As part of its support for Transport Month, the Automobile Association has identified several key factors aimed at empowering motorists recognise potentially dangerous drivers and in the process learn how to avoid situations that could cause harm to them and their families.  

Gary Ronald, head of Public Affairs at the AA says, “It is important for road users to be constantly aware of the environment around them all the time while they are driving. They should learn to spot dangerous drivers and keep clear of them. No matter how severely you may be provoked, resist the temptation to retaliate, which may result in anything from a collision to a shooting match,”
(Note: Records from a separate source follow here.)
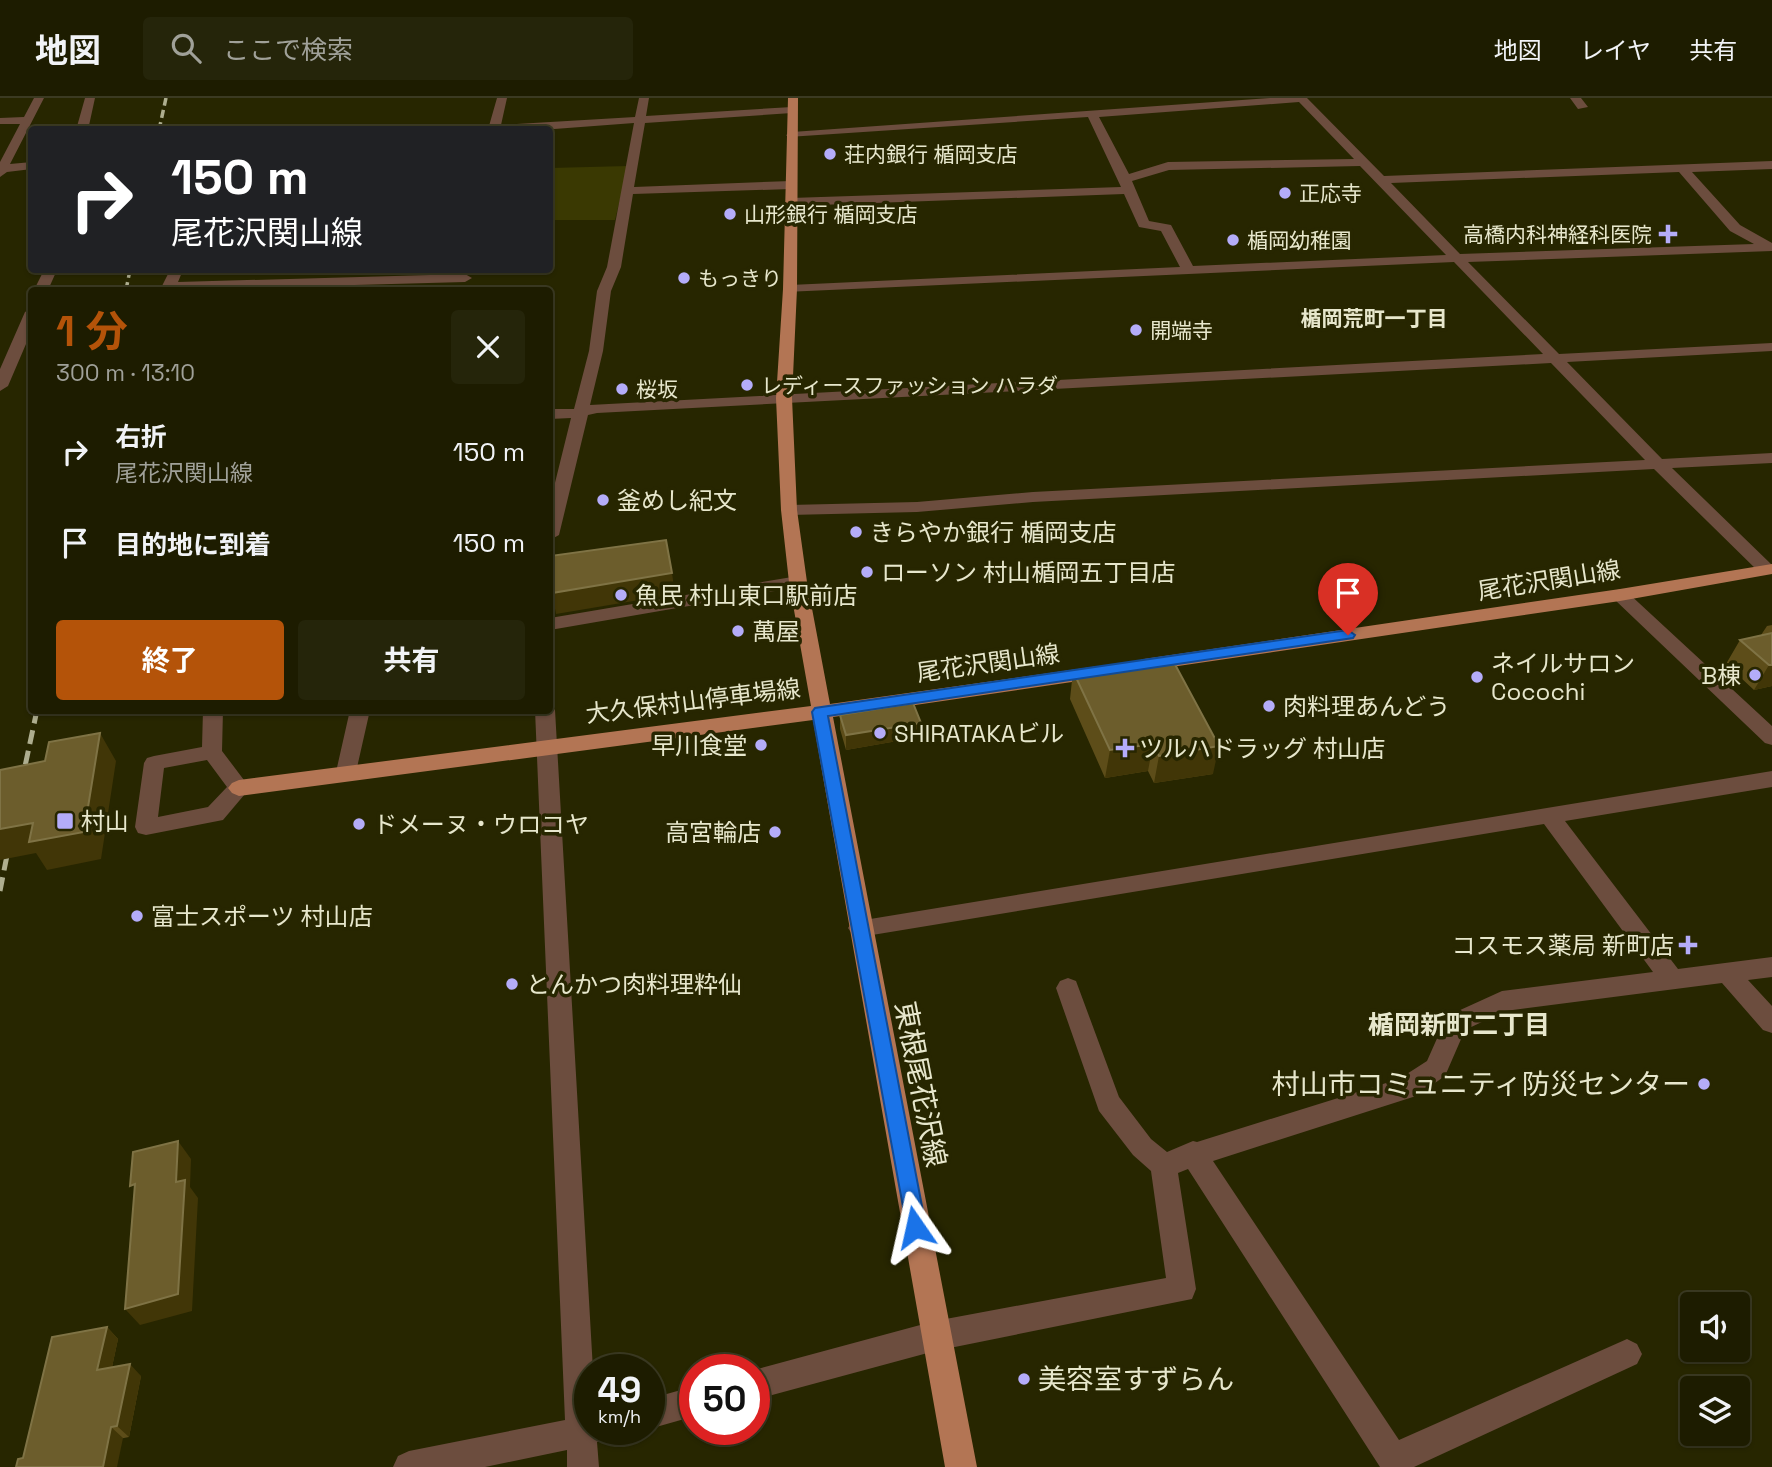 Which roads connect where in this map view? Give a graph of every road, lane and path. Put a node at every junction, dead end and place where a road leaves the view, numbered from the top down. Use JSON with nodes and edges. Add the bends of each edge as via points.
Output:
{"nodes":[{"id":1,"x":39,"y":98,"type":"edge"},
{"id":2,"x":90,"y":98,"type":"edge"},
{"id":3,"x":502,"y":98,"type":"edge"},
{"id":4,"x":644,"y":98,"type":"edge"},
{"id":5,"x":1148,"y":98,"type":"edge"},
{"id":6,"x":1301,"y":99,"type":"edge"},
{"id":7,"x":793,"y":104,"type":"edge"},
{"id":8,"x":1155,"y":110,"type":"junction"},
{"id":9,"x":1093,"y":116,"type":"junction"},
{"id":10,"x":641,"y":118,"type":"junction"},
{"id":11,"x":28,"y":120,"type":"junction"},
{"id":12,"x":0,"y":121,"type":"edge"},
{"id":13,"x":83,"y":126,"type":"edge"},
{"id":14,"x":495,"y":126,"type":"edge"},
{"id":15,"x":534,"y":126,"type":"edge"},
{"id":16,"x":792,"y":135,"type":"junction"},
{"id":17,"x":1363,"y":162,"type":"junction"},
{"id":18,"x":3,"y":163,"type":"edge"},
{"id":19,"x":28,"y":165,"type":"edge"},
{"id":20,"x":1772,"y":165,"type":"edge"},
{"id":21,"x":1683,"y":169,"type":"junction"},
{"id":22,"x":1381,"y":180,"type":"junction"},
{"id":23,"x":1127,"y":184,"type":"junction"},
{"id":24,"x":628,"y":191,"type":"junction"},
{"id":25,"x":791,"y":193,"type":"junction"},
{"id":26,"x":1772,"y":247,"type":"edge"},
{"id":27,"x":1457,"y":258,"type":"junction"},
{"id":28,"x":1189,"y":271,"type":"junction"},
{"id":29,"x":175,"y":273,"type":"edge"},
{"id":30,"x":464,"y":279,"type":"edge"},
{"id":31,"x":344,"y":286,"type":"edge"},
{"id":32,"x":790,"y":289,"type":"junction"},
{"id":33,"x":28,"y":321,"type":"edge"},
{"id":34,"x":18,"y":344,"type":"junction"},
{"id":35,"x":0,"y":346,"type":"edge"},
{"id":36,"x":1772,"y":347,"type":"edge"},
{"id":37,"x":1555,"y":358,"type":"junction"},
{"id":38,"x":0,"y":386,"type":"edge"},
{"id":39,"x":784,"y":398,"type":"junction"},
{"id":40,"x":579,"y":413,"type":"junction"},
{"id":41,"x":553,"y":414,"type":"edge"},
{"id":42,"x":1772,"y":458,"type":"edge"},
{"id":43,"x":1658,"y":464,"type":"junction"},
{"id":44,"x":789,"y":510,"type":"junction"},
{"id":45,"x":553,"y":522,"type":"edge"},
{"id":46,"x":1770,"y":569,"type":"edge"},
{"id":47,"x":798,"y":582,"type":"junction"},
{"id":48,"x":1619,"y":595,"type":"junction"},
{"id":49,"x":553,"y":623,"type":"edge"},
{"id":50,"x":820,"y":712,"type":"junction"},
{"id":51,"x":213,"y":714,"type":"edge"},
{"id":52,"x":359,"y":714,"type":"edge"},
{"id":53,"x":545,"y":714,"type":"edge"},
{"id":54,"x":1772,"y":738,"type":"edge"},
{"id":55,"x":546,"y":746,"type":"junction"},
{"id":56,"x":212,"y":752,"type":"junction"},
{"id":57,"x":346,"y":772,"type":"junction"},
{"id":58,"x":1772,"y":779,"type":"edge"},
{"id":59,"x":239,"y":788,"type":"junction"},
{"id":60,"x":1550,"y":816,"type":"junction"},
{"id":61,"x":860,"y":928,"type":"junction"},
{"id":62,"x":1772,"y":967,"type":"edge"},
{"id":63,"x":1727,"y":972,"type":"junction"},
{"id":64,"x":1672,"y":979,"type":"junction"},
{"id":65,"x":1068,"y":988,"type":"dead end"},
{"id":66,"x":1772,"y":1023,"type":"edge"},
{"id":67,"x":1193,"y":1153,"type":"junction"},
{"id":68,"x":1163,"y":1165,"type":"junction"},
{"id":69,"x":935,"y":1336,"type":"junction"},
{"id":70,"x":581,"y":1354,"type":"edge"},
{"id":71,"x":1627,"y":1354,"type":"dead end"},
{"id":72,"x":770,"y":1381,"type":"edge"},
{"id":73,"x":574,"y":1433,"type":"edge"},
{"id":74,"x":584,"y":1445,"type":"edge"},
{"id":75,"x":1396,"y":1462,"type":"edge"},
{"id":76,"x":409,"y":1467,"type":"edge"},
{"id":77,"x":583,"y":1467,"type":"edge"},
{"id":78,"x":961,"y":1467,"type":"edge"}],
"edges":[{"from":1,"to":11,"type":"street"},
{"from":2,"to":13,"type":"street"},
{"from":3,"to":14,"type":"street"},
{"from":4,"to":10,"type":"street"},
{"from":5,"to":8,"type":"street"},
{"from":6,"to":8,"type":"street"},
{"from":6,"to":17,"type":"street"},
{"from":7,"to":10,"type":"street"},
{"from":7,"to":16,"type":"main road"},
{"from":8,"to":9,"type":"street"},
{"from":9,"to":16,"type":"street"},
{"from":9,"to":23,"type":"street"},
{"from":10,"to":15,"type":"street"},
{"from":10,"to":24,"type":"street"},
{"from":11,"to":12,"type":"street"},
{"from":11,"to":18,"type":"street"},
{"from":16,"to":25,"type":"main road"},
{"from":17,"to":22,"type":"street"},
{"from":17,"to":23,"type":"street","via":[[1168,166]]},
{"from":18,"to":19,"type":"street"},
{"from":20,"to":21,"type":"street"},
{"from":21,"to":22,"type":"street"},
{"from":21,"to":26,"type":"street","via":[[1735,228]]},
{"from":22,"to":27,"type":"street"},
{"from":23,"to":25,"type":"street"},
{"from":23,"to":28,"type":"street","via":[[1144,224],[1166,228]]},
{"from":24,"to":25,"type":"street"},
{"from":24,"to":40,"type":"street"},
{"from":25,"to":32,"type":"main road"},
{"from":26,"to":27,"type":"street"},
{"from":27,"to":28,"type":"street"},
{"from":27,"to":37,"type":"street"},
{"from":28,"to":32,"type":"street"},
{"from":29,"to":31,"type":"street","via":[[169,286]]},
{"from":30,"to":31,"type":"street"},
{"from":32,"to":39,"type":"main road"},
{"from":33,"to":34,"type":"street"},
{"from":34,"to":35,"type":"street"},
{"from":34,"to":38,"type":"street"},
{"from":36,"to":37,"type":"street"},
{"from":37,"to":39,"type":"street"},
{"from":37,"to":43,"type":"street"},
{"from":39,"to":40,"type":"street","via":[[596,408]]},
{"from":39,"to":44,"type":"main road"},
{"from":40,"to":41,"type":"street"},
{"from":40,"to":45,"type":"street"},
{"from":42,"to":43,"type":"street"},
{"from":43,"to":44,"type":"street","via":[[917,507]]},
{"from":43,"to":46,"type":"street"},
{"from":44,"to":47,"type":"main road"},
{"from":46,"to":48,"type":"main road","name":"尾花沢関山線"},
{"from":47,"to":49,"type":"street"},
{"from":47,"to":50,"type":"main road"},
{"from":48,"to":50,"type":"main road","name":"尾花沢関山線"},
{"from":48,"to":54,"type":"street"},
{"from":50,"to":55,"type":"main road","name":"大久保村山停車場線"},
{"from":50,"to":61,"type":"main road","name":"東根尾花沢線"},
{"from":51,"to":56,"type":"street"},
{"from":52,"to":57,"type":"street"},
{"from":53,"to":55,"type":"street"},
{"from":55,"to":57,"type":"main road","name":"大久保村山停車場線"},
{"from":55,"to":70,"type":"street"},
{"from":56,"to":59,"type":"street"},
{"from":56,"to":59,"type":"street","via":[[154,763],[146,827],[215,814]]},
{"from":57,"to":59,"type":"main road","name":"大久保村山停車場線"},
{"from":58,"to":60,"type":"street"},
{"from":60,"to":61,"type":"street"},
{"from":60,"to":64,"type":"street"},
{"from":61,"to":69,"type":"main road","name":"東根尾花沢線"},
{"from":62,"to":63,"type":"street"},
{"from":63,"to":64,"type":"street"},
{"from":63,"to":66,"type":"street"},
{"from":64,"to":67,"type":"street","via":[[1502,1001],[1456,1023],[1436,1068],[1407,1087]]},
{"from":65,"to":68,"type":"street","via":[[1108,1103],[1142,1147]]},
{"from":67,"to":68,"type":"street"},
{"from":67,"to":75,"type":"street"},
{"from":68,"to":69,"type":"street","via":[[1182,1289]]},
{"from":69,"to":72,"type":"street"},
{"from":69,"to":78,"type":"main road","name":"東根尾花沢線"},
{"from":71,"to":75,"type":"street"},
{"from":73,"to":76,"type":"street"},
{"from":74,"to":77,"type":"street"}]} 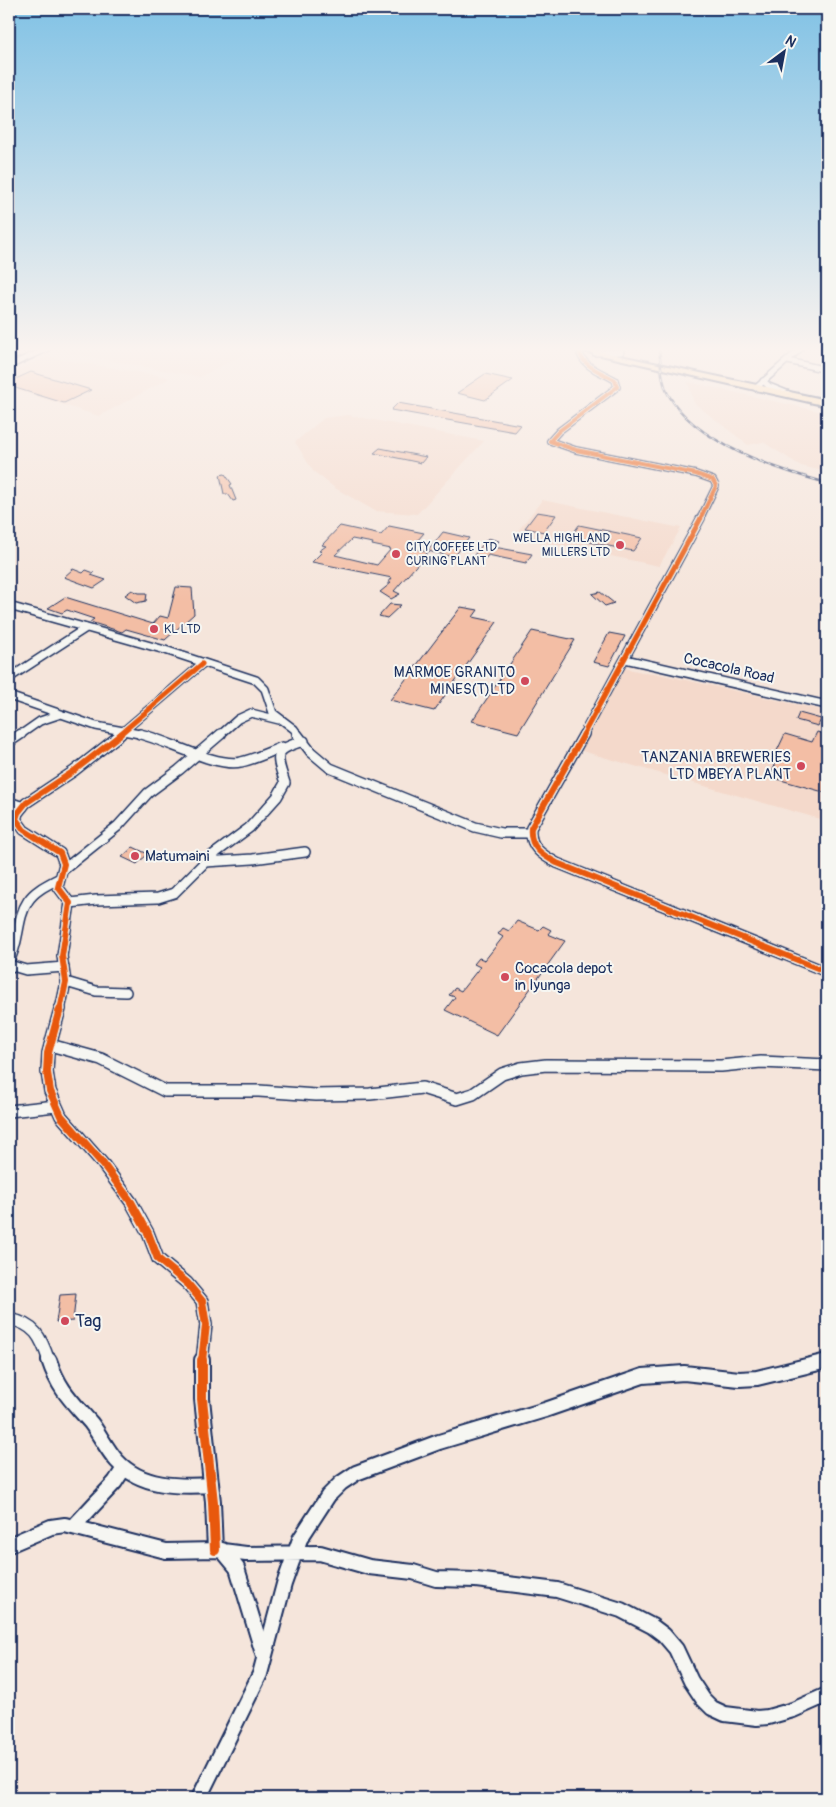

The AA urges motorists to be especially wary when driving near any of the following:

  • Any vehicle in which the driver’s range of vision is limited - such as a fully laden truck with no side mirror
  • A vehicle that “wanders” about the road - it could be a faulty steering or suspension, or the driver may be drunk or sleepy
  •  Any vehicle that is dirty, rusty, missing body parts or with a badly smoking exhaust - it is probably in poor overall mechanical condition
  • A truck with a badly packed or unsecured load, or a car with a bulky load on the roof rack - the load, or part of it, may come adrift.
  • A car containing active children and pets - the driver may not be concentrating on the road. 
  •  A car with stickers on the windows, piles of luggage, and a large number of passengers - the driver’s vision is probably obscured.
  • A vehicle with a driver who does not appear to be giving his full attention to the road.

“Remember, if you cannot see the mirrors of the vehicle in front of you, that driver can’t see you,” adds Ronald.

  • The following are times of the day, and of the week, when accidents occur more frequently:
  • Between dusk and dawn.
  • During morning and evening peak periods.
  • At “closing time” for bars, hotels and clubs.
  • Late in the week and at weekends when the use of alcohol increases.
  • On public holidays and weekends when many motorists are paying more attention to sightseeing than to proper driving.


A few facts about alcohol and driving:
• As all licensed drivers should know, it is illegal to drive under the influence of alcohol or other drugs.   
• The maximum blood alcohol limit is 0.05mg per 100ml blood or 0.24 milligram /1 000 millilitre of breath.
• Because the printout of a breathalyser is admissible as evidence in court, drivers can be tried within hours, as there are no court delays waiting for the result of blood tests. 
• If you are apprehended and found to be over the legal limit, you do not have an option of paying a fine.  You will be arrested and taken to a police station, where you will be booked and locked up in a police holding cell with other criminals.  You will only be charged when you are sober. 
• The maximum punishment for drinking and driving is R120 000 and/or 6 years imprisonment. 
• You will get a criminal record, which will count against you for the rest of your life. Your driving license can also be suspended.

“Alcohol affects our vision, judgment, balance and reaction time.  Because even one drink can affect you, it is advisable not to drink and drive at all,” adds Ronald.

Stats reveal that:

  • One in every fifteen drivers on the road in the evenings is over the limit
  •  More than half of all pedestrians killed in 2008 had been drinking
  •  Morning rush hour bumper bashings are likely as a result of the previous nights’ drinking
  •  The cost of crashes to the economy in 2009 has been calculated at R116 billion

“There is no way to sober up quickly.  It is a fallacy that showers and black coffee will make you sober.  Your liver has to dissipate the alcohol in your body, which happens at a rate 0.02 mg per hour.
“If you are involved in a crash while you are under the influence, it will impact on your insurance payouts.  Because you have committed an illegal act by driving under the influence, short-term insurers, life insurers and the Road Accident Fund can refuse to pay out claims,” he says.